Parental money to Adult Children: Do Loans Work Better Than Gifts?

Financial experts are of two minds when it comes to parents assisting their adult children financially: in one sense, they want to help, on the other, they aren't sure whether to get involved at all.

"It can be a great idea or a terrible idea, depending on the circumstances," says Rebecca Pavese, a financial planner with Palisades Hudson Financial Group's Atlanta office.

No matter what, parents shouldn't let any family "financial aid" take their own long-term savings out of whack. "Never let helping your child jeopardize your retirement," Pavese says.

Perhaps the main issue with financial aid to adult children is how to structure the payout. Specifically, should the money be a gift or a loan?

Pavase comes down on the side of loans over gifts.

"It's a good way to foster both independence and responsibility for someone planning to buy a car or a home," says Pavese, who says she has helped several clients loan money to their adult children. "It's also a wise choice if you can't afford to give away a lot of money, but can afford to make a loan."

Loans over gifts have some definite advantages. "With so-called intra-family loans,' children pay less than they likely would if they borrowed from a bank, and you can earn a decent return while helping your children help themselves," Pavase adds.

Pavase offers a two-step process to get the family financial aid deal done the right away.

1. First, set the interest rate. Do not set the rate below the Applicable Federal Rate (AFR), a rate the IRS sets each month that varies based on the length of the loan. (Rates for July 2016 range from 0.71% for short-term loans, 1.43% for medium-term loans and 2.18% for long-term loans.) If you charge less than the AFR, the IRS will deem it a gift, not a loan, she says.

2. Next, set up a repayment schedule and decide in advance the penalty for your child failing to make payments on time. If your child "defaults" on a loan, there should be stated, concrete consequences, such as withholding future gifts.

Financial experts also say that parents need to go into family loan or gift situations with their eyes wide open.

"Parents need to understand that many family loans turn into grants," notes Thomas Scanlon, a certified financial planner with Raymond James, Manchester Conn. "They don't get paid back."

If making a loan to a child, start small, Scanlon says. "Perhaps start with several thousand dollars to put down on a car, for example," he says.

When you do loan or gift money to an adult child, do so smartly, with tax advantages in mind. "Wealthy families should make gifts to their children annually," Scanlon adds. "Each parent can give to each child up to $14,000 per year without having to file a gift tax return."

It's also important to understand that every child gift/loan situation is unique, says Rob Shampine, a financial advisor with Direct Financial, LLC, in Bloomfield Hills Mi.

"My experience in the matter is a mixed bag," Shampine says. "I have a client that no matter what, he will not under any circumstances give his children money. No matter how responsible and knowledgeable his children are. He has several intra-family loans established (with interest) with his children. If a child defaults, he nets the money from any inheritance they would receive via their living trust.

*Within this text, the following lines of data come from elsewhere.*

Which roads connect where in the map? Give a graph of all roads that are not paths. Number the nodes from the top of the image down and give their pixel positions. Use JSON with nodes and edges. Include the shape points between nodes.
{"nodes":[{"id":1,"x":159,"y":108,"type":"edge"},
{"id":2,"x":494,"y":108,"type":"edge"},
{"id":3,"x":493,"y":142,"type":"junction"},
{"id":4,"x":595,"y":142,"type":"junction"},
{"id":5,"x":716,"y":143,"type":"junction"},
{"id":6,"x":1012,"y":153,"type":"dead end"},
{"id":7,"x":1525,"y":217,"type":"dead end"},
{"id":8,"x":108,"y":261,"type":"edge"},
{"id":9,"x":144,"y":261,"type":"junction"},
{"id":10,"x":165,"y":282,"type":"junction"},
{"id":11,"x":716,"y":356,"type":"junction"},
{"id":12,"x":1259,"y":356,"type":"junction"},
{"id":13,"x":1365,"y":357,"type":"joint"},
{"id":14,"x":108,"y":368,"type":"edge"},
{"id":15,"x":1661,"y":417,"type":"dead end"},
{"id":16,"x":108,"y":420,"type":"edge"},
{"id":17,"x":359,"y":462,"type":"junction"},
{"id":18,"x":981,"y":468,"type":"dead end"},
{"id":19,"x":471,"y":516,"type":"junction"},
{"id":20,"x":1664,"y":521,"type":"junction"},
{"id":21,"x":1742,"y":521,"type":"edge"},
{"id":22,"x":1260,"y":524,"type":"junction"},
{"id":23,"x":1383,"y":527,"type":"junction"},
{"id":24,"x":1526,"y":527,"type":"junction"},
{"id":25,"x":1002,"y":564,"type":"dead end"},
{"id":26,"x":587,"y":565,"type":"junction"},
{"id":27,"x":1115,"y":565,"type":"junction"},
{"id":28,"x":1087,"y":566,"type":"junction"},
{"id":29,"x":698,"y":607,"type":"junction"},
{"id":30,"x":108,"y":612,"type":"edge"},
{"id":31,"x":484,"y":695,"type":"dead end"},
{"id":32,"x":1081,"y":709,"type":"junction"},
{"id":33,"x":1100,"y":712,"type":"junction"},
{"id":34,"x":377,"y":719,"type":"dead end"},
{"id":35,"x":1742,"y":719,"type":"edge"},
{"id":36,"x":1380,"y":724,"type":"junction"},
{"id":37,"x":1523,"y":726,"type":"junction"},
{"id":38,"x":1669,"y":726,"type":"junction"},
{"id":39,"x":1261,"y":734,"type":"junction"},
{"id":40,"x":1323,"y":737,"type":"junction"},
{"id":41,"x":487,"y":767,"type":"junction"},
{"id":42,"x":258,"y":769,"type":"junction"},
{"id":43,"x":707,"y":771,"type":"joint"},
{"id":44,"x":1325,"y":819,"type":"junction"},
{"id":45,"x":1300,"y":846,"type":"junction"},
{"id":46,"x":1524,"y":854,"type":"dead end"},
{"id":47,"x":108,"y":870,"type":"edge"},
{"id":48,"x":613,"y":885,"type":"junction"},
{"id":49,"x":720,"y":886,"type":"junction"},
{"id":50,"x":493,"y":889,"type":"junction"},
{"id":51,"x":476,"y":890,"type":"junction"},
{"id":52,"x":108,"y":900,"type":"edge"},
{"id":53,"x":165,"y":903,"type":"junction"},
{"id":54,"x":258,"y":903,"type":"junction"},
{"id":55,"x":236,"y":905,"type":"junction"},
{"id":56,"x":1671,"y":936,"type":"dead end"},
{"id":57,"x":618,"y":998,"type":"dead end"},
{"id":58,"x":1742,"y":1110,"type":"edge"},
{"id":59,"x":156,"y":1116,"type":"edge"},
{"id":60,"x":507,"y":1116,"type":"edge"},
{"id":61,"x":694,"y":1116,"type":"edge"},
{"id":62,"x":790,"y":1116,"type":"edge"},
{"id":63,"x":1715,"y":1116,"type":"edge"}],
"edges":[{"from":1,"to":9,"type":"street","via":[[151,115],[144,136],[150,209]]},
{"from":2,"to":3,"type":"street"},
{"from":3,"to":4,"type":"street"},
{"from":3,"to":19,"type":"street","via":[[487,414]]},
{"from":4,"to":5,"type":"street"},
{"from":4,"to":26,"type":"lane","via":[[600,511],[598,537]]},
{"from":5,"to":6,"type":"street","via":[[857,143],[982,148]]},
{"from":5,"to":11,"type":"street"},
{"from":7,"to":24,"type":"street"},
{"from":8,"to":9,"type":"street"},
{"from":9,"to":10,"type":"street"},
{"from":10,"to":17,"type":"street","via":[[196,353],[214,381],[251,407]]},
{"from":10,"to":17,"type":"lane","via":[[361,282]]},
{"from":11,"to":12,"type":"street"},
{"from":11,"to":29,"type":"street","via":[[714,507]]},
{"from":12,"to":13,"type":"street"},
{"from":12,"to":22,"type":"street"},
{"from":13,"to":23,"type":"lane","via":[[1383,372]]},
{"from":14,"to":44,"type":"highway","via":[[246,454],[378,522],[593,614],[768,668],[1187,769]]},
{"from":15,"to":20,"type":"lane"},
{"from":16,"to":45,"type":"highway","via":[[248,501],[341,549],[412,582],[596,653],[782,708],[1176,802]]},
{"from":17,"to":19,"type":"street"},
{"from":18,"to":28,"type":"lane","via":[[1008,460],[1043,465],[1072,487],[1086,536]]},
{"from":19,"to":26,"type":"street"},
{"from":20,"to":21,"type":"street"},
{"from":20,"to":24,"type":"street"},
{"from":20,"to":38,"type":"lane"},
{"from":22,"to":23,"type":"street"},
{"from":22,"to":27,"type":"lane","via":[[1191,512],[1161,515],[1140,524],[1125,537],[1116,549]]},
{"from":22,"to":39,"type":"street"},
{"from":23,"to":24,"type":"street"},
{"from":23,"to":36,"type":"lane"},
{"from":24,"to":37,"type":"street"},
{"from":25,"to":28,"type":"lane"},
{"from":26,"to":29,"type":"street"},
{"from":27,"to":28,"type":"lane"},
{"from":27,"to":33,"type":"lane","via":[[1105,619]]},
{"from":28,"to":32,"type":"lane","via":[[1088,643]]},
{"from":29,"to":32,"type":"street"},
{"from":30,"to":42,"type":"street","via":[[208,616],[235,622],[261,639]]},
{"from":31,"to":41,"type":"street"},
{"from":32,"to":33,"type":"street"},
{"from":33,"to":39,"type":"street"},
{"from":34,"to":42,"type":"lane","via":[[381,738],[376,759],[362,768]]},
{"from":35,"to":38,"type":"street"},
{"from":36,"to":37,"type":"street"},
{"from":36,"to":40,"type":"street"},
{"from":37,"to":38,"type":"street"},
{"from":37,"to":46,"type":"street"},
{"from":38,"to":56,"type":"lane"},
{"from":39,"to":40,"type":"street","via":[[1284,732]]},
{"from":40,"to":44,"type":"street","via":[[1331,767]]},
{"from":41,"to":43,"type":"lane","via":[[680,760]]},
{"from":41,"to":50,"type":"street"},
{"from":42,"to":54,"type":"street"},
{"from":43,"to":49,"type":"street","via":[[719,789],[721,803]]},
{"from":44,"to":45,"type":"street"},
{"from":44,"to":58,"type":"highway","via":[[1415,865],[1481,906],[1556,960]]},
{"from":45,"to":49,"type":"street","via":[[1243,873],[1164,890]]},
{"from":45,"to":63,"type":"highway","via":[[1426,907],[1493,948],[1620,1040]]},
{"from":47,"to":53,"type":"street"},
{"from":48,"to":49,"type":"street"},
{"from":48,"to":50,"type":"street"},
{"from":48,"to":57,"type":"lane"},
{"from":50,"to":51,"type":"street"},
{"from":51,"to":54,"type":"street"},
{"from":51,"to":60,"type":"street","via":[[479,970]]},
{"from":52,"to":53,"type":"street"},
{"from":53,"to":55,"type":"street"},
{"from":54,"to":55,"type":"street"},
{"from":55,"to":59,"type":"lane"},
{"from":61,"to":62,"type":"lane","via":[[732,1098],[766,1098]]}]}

Shapine says he's seen extreme cases where the kids are "horrible" and have taken advantage of their parents to the tune of thousands of dollars. "In this case a more structured loan approach could've helped minimize the damage," he adds.

There's also a strong sentiment among financial services professionals to discourage parents from either gifting or loaning cash to adult children.

"As a rule, I strongly discourage parents from serving as the bank for their children either in the form of direct loans, ongoing and substantial financial gifts in the form of cash or property, the provision of rental property at a reduced rental rates, or as a cosigner on a bank loan," says Roger R. Bell, II, founder of Roger R. Bell & Company, Inc., a financial advisory firm in Dublin, Va.

More often than not, Bell says he has witnessed adult children become co-dependent upon the parent for ongoing financial needs. "Subsequently, and almost without fail, the adult child's self-esteem falters with the ancillary and serious problem of self serving behavior becoming the norm rather than the exception," Bell adds.

That's a slippery slope that children may never recover from.

"The negative fallout becomes exacerbated when the parents exercise fiscal discipline to ensure that the adult child meets their financial obligation," Bell says. "And, this negative fallout extends into the grandchildren and extended family and, further causes severe disruption to family unity for decades.

Bell provides some common sense advice to his clients considering a gift or loan to a son or daughter. "Parents must teach their children fiscal discipline by guiding them to recognize the difference between their wants and needs, living within their financial means, and saving for a future cause," he adds. "Without a doubt, parents should allow their children to experience the difficulties of life, so they can raise their own children in a manner which reflects a wise financial upbringing."

Parents must make up their own mind about giving or loaning money to an adult son or daughter. But like the experts say - only go into that situation with your eyes open, and be completely cognizant of any potential family fallout from the deal.